1
$\begingroup$

Let $\;\;\displaystyle x=\left \lfloor\frac{\sqrt{4N+(2a+1)^2}-1}{4}\right\rfloor\bmod10^8 \;\;\text{ where}\; N,a \text{ are integers.}$

When $N$ and $a$ are sufficiently large, this expression overflows in languages like C++. However, seeing as I only need the result modulo 10^8, I am wondering if there is some manipulation I can apply here to avoid overflow.

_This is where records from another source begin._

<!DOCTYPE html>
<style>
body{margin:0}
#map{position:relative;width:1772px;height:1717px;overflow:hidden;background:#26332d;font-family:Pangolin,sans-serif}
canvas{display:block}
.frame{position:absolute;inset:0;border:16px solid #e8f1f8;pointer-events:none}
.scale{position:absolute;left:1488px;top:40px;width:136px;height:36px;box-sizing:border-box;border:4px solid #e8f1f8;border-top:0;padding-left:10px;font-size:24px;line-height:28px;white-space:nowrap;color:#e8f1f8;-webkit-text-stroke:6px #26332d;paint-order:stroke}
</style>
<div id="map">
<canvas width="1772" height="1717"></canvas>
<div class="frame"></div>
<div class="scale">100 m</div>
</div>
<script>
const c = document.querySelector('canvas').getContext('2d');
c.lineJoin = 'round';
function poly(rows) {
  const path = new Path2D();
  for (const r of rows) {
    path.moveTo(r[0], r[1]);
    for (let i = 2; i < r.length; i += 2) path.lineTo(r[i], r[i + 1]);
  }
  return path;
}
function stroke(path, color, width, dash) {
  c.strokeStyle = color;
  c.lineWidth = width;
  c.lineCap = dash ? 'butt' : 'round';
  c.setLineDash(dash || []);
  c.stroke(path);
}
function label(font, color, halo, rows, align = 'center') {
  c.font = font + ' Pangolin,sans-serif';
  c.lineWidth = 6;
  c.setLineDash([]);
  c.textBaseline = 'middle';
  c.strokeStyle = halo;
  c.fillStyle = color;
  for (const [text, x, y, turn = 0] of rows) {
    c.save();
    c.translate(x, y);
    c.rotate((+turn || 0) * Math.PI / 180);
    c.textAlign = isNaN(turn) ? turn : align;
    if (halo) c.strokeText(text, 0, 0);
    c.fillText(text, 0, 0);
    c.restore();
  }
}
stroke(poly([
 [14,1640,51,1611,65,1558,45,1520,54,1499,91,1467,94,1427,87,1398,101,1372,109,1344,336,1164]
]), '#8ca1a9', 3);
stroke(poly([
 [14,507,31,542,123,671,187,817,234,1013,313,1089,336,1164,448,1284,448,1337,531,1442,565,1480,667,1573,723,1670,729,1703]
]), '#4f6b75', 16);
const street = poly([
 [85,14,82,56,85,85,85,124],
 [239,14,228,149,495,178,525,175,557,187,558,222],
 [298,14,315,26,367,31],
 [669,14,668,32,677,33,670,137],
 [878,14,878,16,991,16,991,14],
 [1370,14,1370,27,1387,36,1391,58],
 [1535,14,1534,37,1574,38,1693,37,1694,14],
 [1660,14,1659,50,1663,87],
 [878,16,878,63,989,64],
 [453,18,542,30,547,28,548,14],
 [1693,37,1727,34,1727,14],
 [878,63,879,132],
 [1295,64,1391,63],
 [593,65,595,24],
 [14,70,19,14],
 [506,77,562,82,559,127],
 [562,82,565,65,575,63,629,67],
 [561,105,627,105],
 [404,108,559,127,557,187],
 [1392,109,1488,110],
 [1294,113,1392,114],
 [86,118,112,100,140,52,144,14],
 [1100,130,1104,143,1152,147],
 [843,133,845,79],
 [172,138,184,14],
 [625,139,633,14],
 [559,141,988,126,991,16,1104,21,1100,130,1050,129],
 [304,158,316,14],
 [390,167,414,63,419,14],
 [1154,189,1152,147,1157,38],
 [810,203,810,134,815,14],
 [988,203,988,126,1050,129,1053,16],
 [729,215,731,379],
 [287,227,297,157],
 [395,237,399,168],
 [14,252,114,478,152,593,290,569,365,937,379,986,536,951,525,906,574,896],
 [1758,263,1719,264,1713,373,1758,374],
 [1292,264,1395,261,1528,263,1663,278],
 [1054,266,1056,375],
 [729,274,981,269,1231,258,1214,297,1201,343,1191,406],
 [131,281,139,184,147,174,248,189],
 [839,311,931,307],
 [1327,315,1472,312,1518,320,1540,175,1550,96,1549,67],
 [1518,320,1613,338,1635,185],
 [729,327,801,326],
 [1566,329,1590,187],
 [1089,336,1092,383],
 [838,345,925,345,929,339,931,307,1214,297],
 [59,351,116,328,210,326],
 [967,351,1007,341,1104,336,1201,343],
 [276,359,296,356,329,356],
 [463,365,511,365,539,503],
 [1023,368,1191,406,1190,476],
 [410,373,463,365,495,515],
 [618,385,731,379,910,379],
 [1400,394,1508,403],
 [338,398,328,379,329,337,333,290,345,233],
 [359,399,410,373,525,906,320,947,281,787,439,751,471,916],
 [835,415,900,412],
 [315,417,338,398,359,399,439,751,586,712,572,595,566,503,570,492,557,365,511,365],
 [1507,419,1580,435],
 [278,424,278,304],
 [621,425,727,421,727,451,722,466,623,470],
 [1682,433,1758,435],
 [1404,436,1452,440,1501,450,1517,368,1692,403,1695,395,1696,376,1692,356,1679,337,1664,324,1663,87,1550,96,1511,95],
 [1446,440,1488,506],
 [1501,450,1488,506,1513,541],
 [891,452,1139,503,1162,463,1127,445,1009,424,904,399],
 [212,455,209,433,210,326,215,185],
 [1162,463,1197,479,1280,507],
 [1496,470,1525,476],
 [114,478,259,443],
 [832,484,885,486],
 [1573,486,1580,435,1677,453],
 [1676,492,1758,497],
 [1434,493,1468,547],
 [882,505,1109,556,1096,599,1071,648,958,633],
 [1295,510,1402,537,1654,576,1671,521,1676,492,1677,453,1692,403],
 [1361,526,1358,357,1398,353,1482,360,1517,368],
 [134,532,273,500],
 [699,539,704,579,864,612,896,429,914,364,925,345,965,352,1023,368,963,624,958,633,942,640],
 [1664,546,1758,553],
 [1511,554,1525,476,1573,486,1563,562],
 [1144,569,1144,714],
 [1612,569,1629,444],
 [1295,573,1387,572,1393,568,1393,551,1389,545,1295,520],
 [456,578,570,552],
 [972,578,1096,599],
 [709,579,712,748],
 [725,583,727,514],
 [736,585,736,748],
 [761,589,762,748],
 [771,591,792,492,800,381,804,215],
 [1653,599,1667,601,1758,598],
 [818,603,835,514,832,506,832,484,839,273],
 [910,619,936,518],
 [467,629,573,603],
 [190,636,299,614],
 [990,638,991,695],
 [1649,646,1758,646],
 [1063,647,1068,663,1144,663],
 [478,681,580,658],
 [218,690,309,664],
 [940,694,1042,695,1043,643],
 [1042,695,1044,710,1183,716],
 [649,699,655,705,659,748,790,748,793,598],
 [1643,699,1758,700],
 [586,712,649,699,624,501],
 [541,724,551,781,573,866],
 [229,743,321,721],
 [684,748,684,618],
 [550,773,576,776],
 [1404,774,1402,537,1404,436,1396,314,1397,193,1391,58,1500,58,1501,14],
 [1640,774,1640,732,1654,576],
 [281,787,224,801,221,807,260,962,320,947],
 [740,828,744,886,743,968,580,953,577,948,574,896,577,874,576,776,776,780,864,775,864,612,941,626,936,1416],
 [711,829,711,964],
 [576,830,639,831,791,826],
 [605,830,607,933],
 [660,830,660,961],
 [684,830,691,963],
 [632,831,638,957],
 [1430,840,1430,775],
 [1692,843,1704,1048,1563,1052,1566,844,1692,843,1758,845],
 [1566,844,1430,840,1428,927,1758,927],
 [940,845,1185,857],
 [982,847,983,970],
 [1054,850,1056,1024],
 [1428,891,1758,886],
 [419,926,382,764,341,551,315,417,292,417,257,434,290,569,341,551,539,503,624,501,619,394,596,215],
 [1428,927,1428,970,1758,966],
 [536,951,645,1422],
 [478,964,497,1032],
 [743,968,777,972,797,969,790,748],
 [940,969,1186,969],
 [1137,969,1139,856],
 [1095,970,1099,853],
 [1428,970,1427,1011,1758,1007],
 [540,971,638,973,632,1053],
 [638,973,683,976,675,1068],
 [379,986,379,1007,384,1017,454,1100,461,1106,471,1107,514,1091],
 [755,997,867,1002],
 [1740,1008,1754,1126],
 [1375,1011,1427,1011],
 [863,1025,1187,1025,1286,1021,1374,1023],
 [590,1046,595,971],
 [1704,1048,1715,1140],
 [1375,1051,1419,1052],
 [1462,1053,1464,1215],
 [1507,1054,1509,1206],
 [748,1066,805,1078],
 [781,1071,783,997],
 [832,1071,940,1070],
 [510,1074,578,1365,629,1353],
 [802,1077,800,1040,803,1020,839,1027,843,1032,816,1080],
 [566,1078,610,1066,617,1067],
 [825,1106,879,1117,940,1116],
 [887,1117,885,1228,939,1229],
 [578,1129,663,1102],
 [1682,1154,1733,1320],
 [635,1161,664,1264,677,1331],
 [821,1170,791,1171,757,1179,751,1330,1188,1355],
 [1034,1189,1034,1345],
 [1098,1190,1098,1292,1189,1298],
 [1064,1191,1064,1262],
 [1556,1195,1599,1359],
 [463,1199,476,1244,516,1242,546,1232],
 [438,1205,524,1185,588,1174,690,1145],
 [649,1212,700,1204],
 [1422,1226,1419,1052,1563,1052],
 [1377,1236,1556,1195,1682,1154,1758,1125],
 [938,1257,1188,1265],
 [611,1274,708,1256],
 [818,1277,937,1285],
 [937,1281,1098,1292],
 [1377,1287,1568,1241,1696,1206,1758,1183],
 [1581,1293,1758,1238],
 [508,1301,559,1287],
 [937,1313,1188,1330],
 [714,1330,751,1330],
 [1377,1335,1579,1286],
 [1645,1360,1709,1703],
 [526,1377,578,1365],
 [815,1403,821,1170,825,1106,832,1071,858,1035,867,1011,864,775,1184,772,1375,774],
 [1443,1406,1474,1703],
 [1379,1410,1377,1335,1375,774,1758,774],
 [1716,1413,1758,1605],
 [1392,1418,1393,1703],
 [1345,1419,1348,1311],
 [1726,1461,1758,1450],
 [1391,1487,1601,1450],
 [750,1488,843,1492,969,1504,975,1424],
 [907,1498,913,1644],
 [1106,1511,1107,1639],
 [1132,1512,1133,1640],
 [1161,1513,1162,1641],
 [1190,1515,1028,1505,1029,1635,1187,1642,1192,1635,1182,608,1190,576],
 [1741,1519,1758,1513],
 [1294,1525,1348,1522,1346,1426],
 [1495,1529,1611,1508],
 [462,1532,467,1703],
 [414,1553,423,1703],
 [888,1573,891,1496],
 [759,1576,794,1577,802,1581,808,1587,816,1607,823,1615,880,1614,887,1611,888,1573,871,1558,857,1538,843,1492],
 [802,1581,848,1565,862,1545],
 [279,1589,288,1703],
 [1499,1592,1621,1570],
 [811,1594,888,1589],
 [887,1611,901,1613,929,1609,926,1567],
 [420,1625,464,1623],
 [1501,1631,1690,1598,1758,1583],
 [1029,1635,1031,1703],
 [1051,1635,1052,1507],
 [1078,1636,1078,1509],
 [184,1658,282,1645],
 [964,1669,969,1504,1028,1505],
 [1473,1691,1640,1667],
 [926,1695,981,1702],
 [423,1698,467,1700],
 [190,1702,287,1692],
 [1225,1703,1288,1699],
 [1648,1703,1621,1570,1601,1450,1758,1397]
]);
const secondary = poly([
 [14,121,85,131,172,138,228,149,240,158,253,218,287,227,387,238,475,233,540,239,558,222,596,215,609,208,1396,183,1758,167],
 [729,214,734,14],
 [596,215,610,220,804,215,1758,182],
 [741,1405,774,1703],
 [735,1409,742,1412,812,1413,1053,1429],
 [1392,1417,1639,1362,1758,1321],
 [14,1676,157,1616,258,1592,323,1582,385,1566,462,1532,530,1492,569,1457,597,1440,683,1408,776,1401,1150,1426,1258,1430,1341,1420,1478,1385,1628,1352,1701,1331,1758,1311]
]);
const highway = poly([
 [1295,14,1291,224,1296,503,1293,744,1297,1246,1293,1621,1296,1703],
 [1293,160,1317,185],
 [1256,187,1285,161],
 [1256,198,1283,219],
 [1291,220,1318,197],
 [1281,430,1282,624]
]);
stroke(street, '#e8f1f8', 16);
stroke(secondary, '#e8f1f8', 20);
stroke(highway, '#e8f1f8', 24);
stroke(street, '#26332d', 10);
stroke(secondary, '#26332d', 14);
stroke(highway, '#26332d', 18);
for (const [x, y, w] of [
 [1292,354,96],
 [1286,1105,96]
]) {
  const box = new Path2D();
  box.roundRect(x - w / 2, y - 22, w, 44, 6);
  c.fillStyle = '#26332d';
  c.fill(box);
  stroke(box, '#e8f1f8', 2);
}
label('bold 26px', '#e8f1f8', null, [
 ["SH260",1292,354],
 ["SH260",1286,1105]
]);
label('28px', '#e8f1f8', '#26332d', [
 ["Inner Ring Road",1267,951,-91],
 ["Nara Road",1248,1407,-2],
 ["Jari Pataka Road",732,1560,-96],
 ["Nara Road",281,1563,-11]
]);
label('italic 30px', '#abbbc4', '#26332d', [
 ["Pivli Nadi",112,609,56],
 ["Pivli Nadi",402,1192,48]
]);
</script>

Mainly, $(2a+1)^2$ overflows when $a$ is large. However I can't just apply the modulus to each part and then go about my day because the overall answer is wrong.

  • 0
    Is it even possible?2012-11-27
  • 1
    I'm not sure that it is possible, I'm just sure that there's a spare parenthesis in your expression ;)2012-11-27
  • 0
    @tohecz Not anymore! :D I am wondering if there is a way to simplify sqrt(4N+(2a+1)^2) in some way (completing the square?) so that I don't have to ultimately figure out the square of a (which overflows).2012-11-27
  • 0
    do $a$ and $N$ themselves fit into the C++ limitations on integers?2012-11-27
  • 0
    @DanShved Long longs I believe. At their maximum value, $a$ and $N$ are both equal to exactly 10^122012-11-27
  • 0
    if $N$ is much smaller than $a$, your square root is approximately equal to just $2a+1$.2012-11-27
  • 0
    @akkkk Unfortunately N is always 10^12 for my purposes. But $a$ can range from 1 clear up to 10^122012-11-27
  • 0
    @akkkk, you don't need $N$ to be much smaller than $2a+1$; you just need it to be much smaller than $(2a+1)^2$. KaliMa, is this always the case? Is there, say, a fixed small integer $M$ such that $N$ is always less than $Ma$? If so, then let me know, and I will post a solution.2012-11-27
  • 0
    Scrub that -- Dan Shved already posted the solution :-)2012-11-27
  • 0
    You could consider (temporarily) using arbitrary precision arithmetic (e.g. in C++ `mpz_class` in [GMP](http://gmplib.org/) is very easy to use), or [128-bit integers](http://gcc.gnu.org/onlinedocs/gcc/_005f_005fint128.html) (although, you'd need to be careful about rounding error here).2012-11-27
  • 0
    @DouglasS.Stones I have GMP and it resolves the issue, but I couldn't get the ceil() function working (for a different part of the routine) at all so I gave up.2012-11-27

1 Answers 1

5

OK, if both $a$ and $N$ don't exceed $10^{12}$, then $x$ also doesn't exceed $10^{12}$. Therefore, there's a high chance that you'll be able to get the exact value just by doing calculations in double (which produces relative errors of about $10^{-17}$ since it has 51 binary digits) and then casting to long long in the end.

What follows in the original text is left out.